Stored items from a collection:
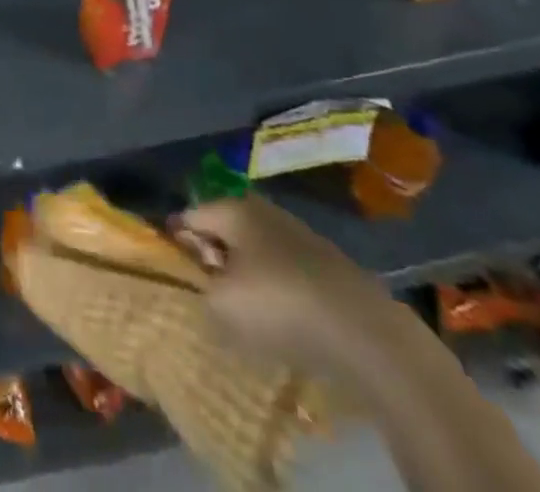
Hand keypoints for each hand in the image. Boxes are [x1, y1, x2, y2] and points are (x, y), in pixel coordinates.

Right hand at [173, 194, 406, 379]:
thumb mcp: (221, 304)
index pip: (189, 217)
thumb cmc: (279, 305)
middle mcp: (262, 209)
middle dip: (214, 258)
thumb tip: (202, 285)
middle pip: (224, 230)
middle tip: (209, 294)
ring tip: (246, 312)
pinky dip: (278, 289)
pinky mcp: (327, 263)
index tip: (174, 274)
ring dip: (248, 275)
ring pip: (257, 251)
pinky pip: (286, 271)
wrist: (364, 331)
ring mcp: (299, 234)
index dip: (177, 244)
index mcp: (231, 207)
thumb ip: (199, 289)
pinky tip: (283, 318)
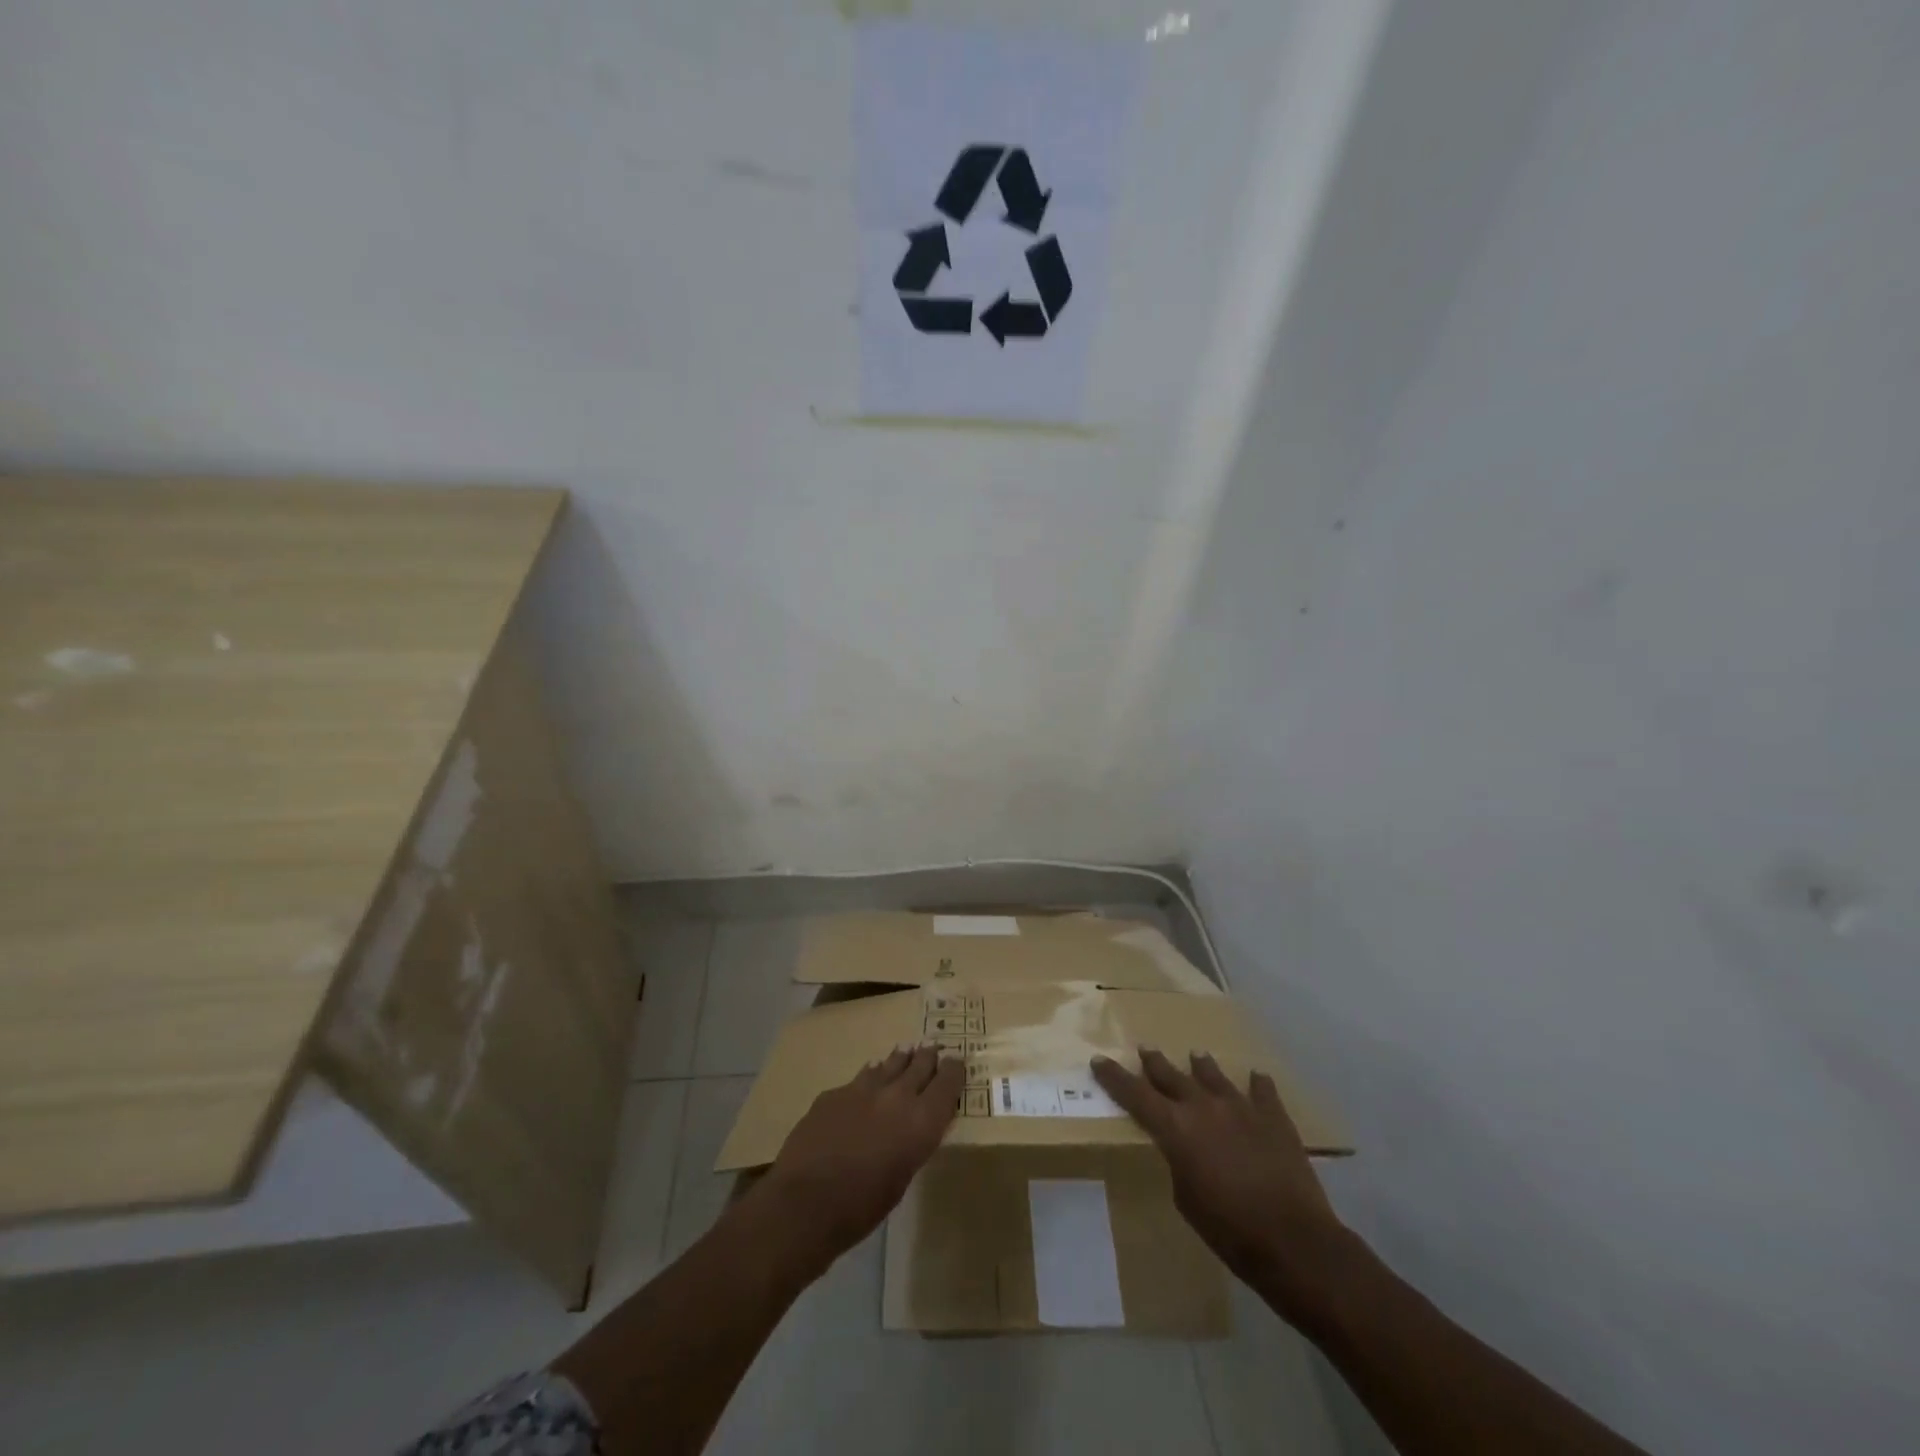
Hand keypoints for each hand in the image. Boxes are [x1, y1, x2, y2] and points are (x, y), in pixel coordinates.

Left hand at [759, 1045, 963, 1272]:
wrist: (805, 1202)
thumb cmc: (862, 1207)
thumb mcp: (902, 1178)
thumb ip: (912, 1143)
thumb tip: (911, 1128)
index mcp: (922, 1122)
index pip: (947, 1082)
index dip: (954, 1070)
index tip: (956, 1063)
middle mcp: (897, 1096)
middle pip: (920, 1065)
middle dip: (928, 1057)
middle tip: (933, 1049)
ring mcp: (863, 1089)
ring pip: (889, 1064)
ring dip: (900, 1060)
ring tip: (906, 1052)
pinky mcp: (835, 1092)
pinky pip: (860, 1078)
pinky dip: (870, 1078)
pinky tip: (867, 1082)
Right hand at [1092, 1047, 1352, 1319]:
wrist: (1294, 1241)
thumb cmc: (1230, 1231)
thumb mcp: (1186, 1200)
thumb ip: (1179, 1164)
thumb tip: (1185, 1150)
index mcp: (1176, 1129)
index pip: (1135, 1094)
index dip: (1114, 1077)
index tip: (1099, 1060)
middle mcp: (1204, 1107)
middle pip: (1171, 1076)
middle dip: (1155, 1063)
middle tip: (1144, 1049)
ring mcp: (1241, 1107)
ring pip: (1214, 1076)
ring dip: (1202, 1067)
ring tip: (1195, 1055)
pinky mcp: (1274, 1117)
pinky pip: (1263, 1092)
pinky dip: (1257, 1085)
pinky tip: (1257, 1077)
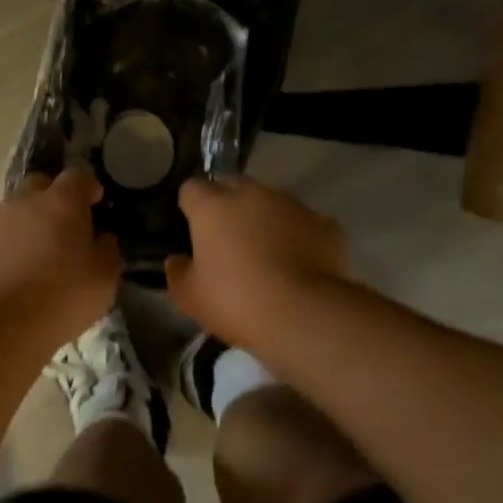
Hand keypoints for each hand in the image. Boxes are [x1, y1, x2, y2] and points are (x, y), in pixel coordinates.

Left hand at [0, 167, 120, 346]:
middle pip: (38, 185)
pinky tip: (6, 279)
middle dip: (52, 198)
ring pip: (10, 213)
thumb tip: (102, 238)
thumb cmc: (61, 299)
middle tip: (63, 227)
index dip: (88, 186)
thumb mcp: (104, 280)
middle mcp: (21, 203)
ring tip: (33, 259)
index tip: (95, 202)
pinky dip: (1, 251)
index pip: (77, 176)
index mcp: (60, 203)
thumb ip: (107, 251)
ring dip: (24, 226)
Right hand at [165, 178, 348, 347]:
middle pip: (234, 188)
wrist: (304, 314)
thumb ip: (178, 272)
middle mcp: (253, 195)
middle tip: (230, 243)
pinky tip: (301, 267)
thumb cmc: (236, 302)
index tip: (193, 227)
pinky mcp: (326, 223)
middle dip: (230, 208)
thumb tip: (176, 260)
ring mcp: (293, 205)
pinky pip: (305, 225)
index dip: (191, 205)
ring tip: (270, 257)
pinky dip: (299, 238)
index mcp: (213, 207)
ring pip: (272, 204)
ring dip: (266, 221)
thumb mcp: (191, 298)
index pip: (192, 188)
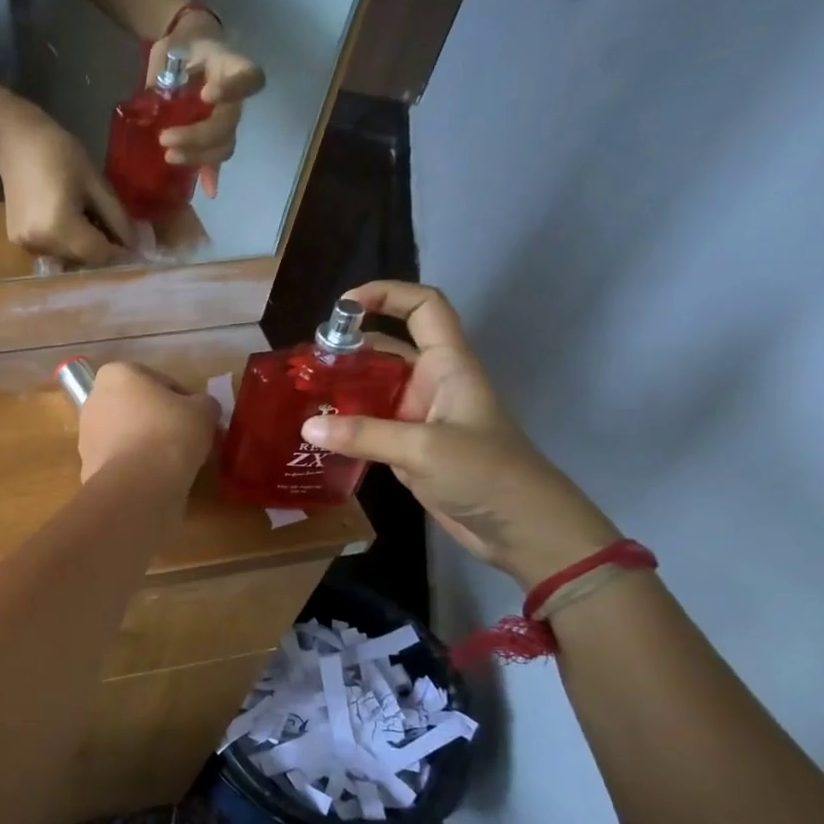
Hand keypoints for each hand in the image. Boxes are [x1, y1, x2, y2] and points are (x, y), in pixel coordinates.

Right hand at [0, 107, 132, 264]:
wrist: (15, 143)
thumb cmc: (60, 154)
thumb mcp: (95, 182)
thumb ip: (116, 217)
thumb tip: (133, 244)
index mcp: (60, 227)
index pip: (98, 254)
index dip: (119, 252)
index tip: (135, 245)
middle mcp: (41, 244)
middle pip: (82, 260)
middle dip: (102, 250)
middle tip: (114, 231)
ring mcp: (26, 246)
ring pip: (67, 258)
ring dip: (83, 248)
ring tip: (89, 222)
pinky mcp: (19, 243)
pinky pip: (51, 251)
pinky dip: (65, 243)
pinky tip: (67, 221)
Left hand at [77, 362, 220, 485]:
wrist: (137, 484)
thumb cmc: (170, 433)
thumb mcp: (204, 411)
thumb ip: (204, 404)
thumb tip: (202, 410)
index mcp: (117, 374)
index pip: (162, 382)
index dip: (186, 401)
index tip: (199, 420)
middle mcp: (94, 399)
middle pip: (140, 408)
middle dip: (161, 421)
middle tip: (188, 440)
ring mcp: (87, 434)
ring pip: (128, 435)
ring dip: (148, 444)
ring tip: (174, 463)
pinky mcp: (88, 466)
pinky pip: (121, 461)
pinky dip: (136, 467)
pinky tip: (156, 479)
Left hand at [148, 10, 265, 198]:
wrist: (186, 48)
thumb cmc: (179, 47)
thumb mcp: (168, 51)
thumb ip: (163, 76)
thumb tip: (153, 104)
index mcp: (229, 67)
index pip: (248, 78)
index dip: (233, 89)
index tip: (207, 95)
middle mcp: (235, 96)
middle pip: (228, 123)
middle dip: (198, 136)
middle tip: (165, 139)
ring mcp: (227, 117)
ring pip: (224, 144)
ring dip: (198, 156)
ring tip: (169, 157)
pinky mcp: (216, 135)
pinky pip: (217, 158)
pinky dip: (212, 175)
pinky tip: (208, 190)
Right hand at [298, 281, 619, 589]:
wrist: (523, 529)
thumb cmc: (486, 474)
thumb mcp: (424, 448)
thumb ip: (364, 435)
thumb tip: (306, 428)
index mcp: (449, 366)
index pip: (423, 308)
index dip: (387, 294)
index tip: (343, 306)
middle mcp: (433, 383)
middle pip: (388, 348)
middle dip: (348, 348)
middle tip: (305, 363)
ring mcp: (420, 417)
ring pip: (374, 389)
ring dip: (341, 389)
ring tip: (300, 396)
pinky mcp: (410, 448)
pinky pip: (370, 425)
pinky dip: (345, 425)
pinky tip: (316, 433)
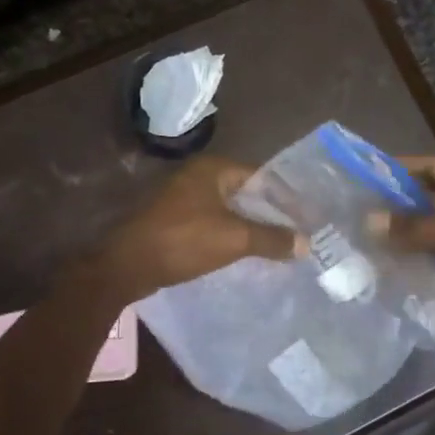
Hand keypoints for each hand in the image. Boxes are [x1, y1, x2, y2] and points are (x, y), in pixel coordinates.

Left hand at [98, 155, 303, 298]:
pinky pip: (212, 223)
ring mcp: (183, 198)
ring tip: (276, 245)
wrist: (128, 265)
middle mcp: (197, 175)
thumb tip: (306, 243)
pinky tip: (245, 253)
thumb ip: (272, 238)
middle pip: (245, 193)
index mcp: (213, 168)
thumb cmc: (183, 240)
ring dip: (250, 226)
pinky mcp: (174, 220)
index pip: (260, 176)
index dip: (284, 197)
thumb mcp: (234, 239)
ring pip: (228, 210)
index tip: (305, 217)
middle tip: (296, 232)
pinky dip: (230, 235)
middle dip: (269, 213)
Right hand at [369, 156, 434, 328]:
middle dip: (399, 207)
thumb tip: (369, 221)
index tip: (367, 174)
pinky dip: (421, 257)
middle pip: (431, 199)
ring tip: (368, 239)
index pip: (434, 167)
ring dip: (408, 235)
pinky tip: (393, 264)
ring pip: (434, 228)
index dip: (401, 169)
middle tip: (360, 213)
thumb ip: (418, 228)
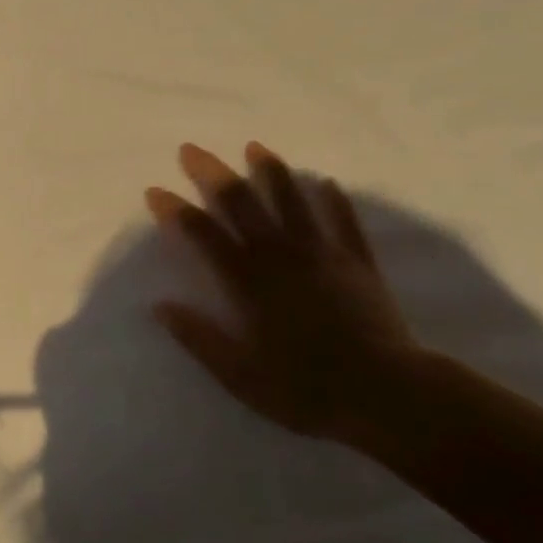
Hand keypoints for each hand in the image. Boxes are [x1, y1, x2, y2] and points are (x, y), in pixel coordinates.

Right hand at [147, 142, 424, 442]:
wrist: (386, 395)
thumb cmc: (305, 389)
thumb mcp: (239, 375)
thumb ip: (199, 338)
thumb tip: (160, 306)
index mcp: (248, 282)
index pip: (204, 234)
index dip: (176, 210)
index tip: (155, 190)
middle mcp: (281, 256)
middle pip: (242, 204)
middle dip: (213, 174)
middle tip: (192, 149)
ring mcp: (322, 255)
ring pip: (292, 201)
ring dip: (270, 171)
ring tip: (255, 146)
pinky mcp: (358, 263)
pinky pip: (345, 222)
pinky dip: (335, 200)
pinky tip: (327, 182)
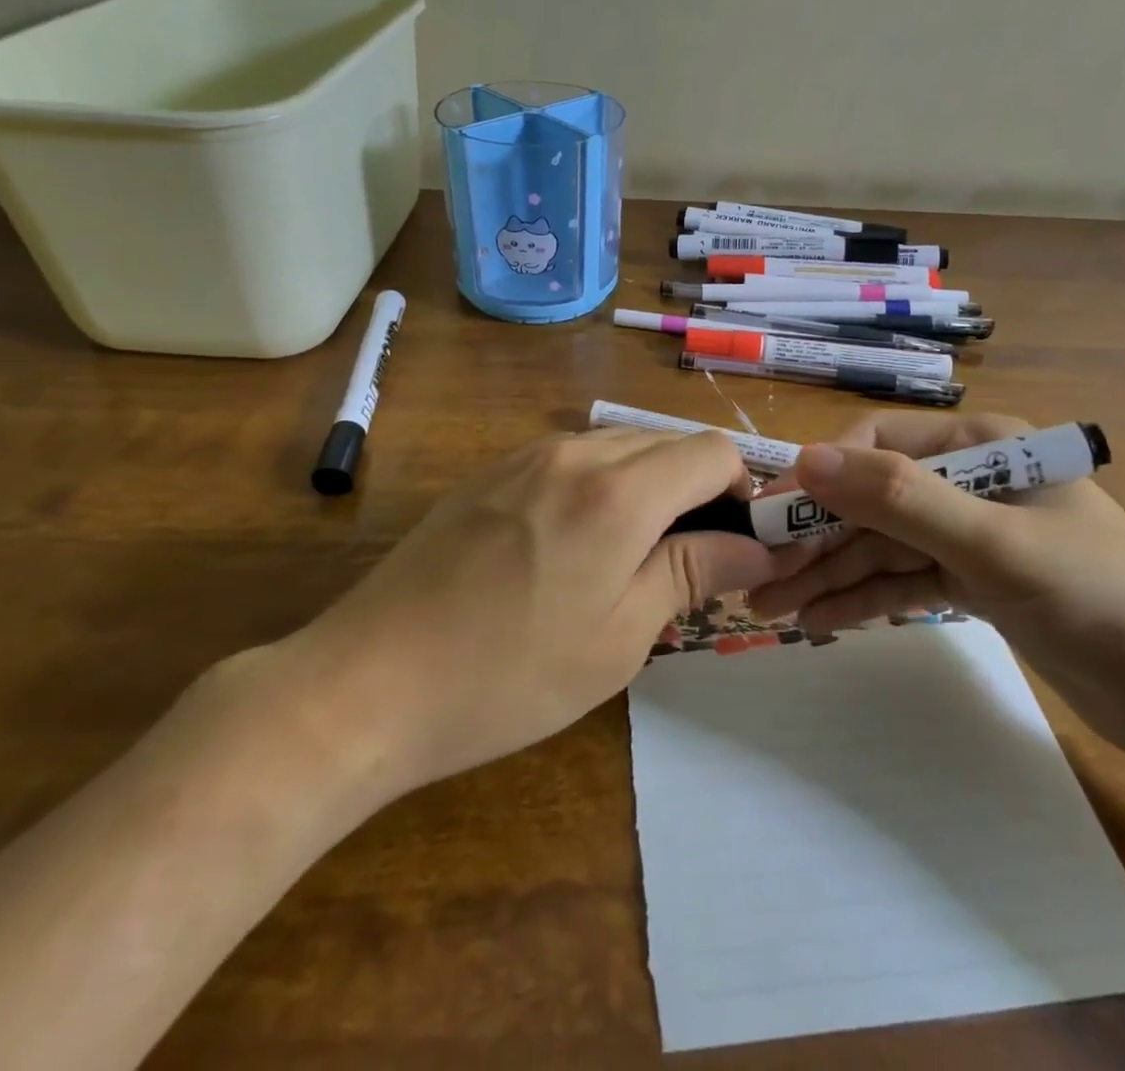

HOW TO COMPLETE THIS TASK >> Your response must consist of the lines from the beginning of the data through the line containing "middle pip: (1171, 1076)", transcribed exactly, with no pictures.

TASK ANSWER >>
Hand keypoints for each hand in the image. Boxes are [x1, y1, x2, y2] and points are (x, y), in pixel coordinates.

Right hand at [173, 194, 406, 379]:
thumb mcp: (221, 304)
index pip: (189, 217)
thumb cmc: (279, 305)
middle mcp: (262, 209)
middle dip: (214, 258)
thumb tip: (202, 285)
middle pip: (224, 230)
middle tip: (209, 294)
ring tip: (246, 312)
pinky dip: (278, 289)
pinky mcp: (327, 263)
index tip: (174, 274)
ring dip: (248, 275)
ring pip: (257, 251)
pinky pip: (286, 271)
wrist: (364, 331)
ring mcp: (299, 234)
index dip: (177, 244)
index mcp: (231, 207)
thumb ip: (199, 289)
pinky tip: (283, 318)
Hand keypoints for each hand in the image. Boxes are [x1, y1, x2, y2] and points are (x, y), in pixel coordinates.

Left hand at [759, 1045, 963, 1272]:
wrist: (805, 1202)
thumb cmc: (862, 1207)
thumb mcp: (902, 1178)
thumb ip: (912, 1143)
thumb tip: (911, 1128)
index mcp: (922, 1122)
index pip: (947, 1082)
index dip: (954, 1070)
index tip: (956, 1063)
middle mcp: (897, 1096)
middle pip: (920, 1065)
middle dip: (928, 1057)
middle tip: (933, 1049)
ring mcp: (863, 1089)
ring pip: (889, 1064)
ring dip: (900, 1060)
ring tip: (906, 1052)
pinky mcp: (835, 1092)
pinky pip: (860, 1078)
pinky dip: (870, 1078)
pinky tip: (867, 1082)
Right hand at [1092, 1047, 1352, 1319]:
wrist: (1294, 1241)
thumb cmc: (1230, 1231)
thumb mcp: (1186, 1200)
thumb ip: (1179, 1164)
thumb tip: (1185, 1150)
index mcp: (1176, 1129)
index pip: (1135, 1094)
index dip: (1114, 1077)
index tip: (1099, 1060)
middle mcp: (1204, 1107)
middle pip: (1171, 1076)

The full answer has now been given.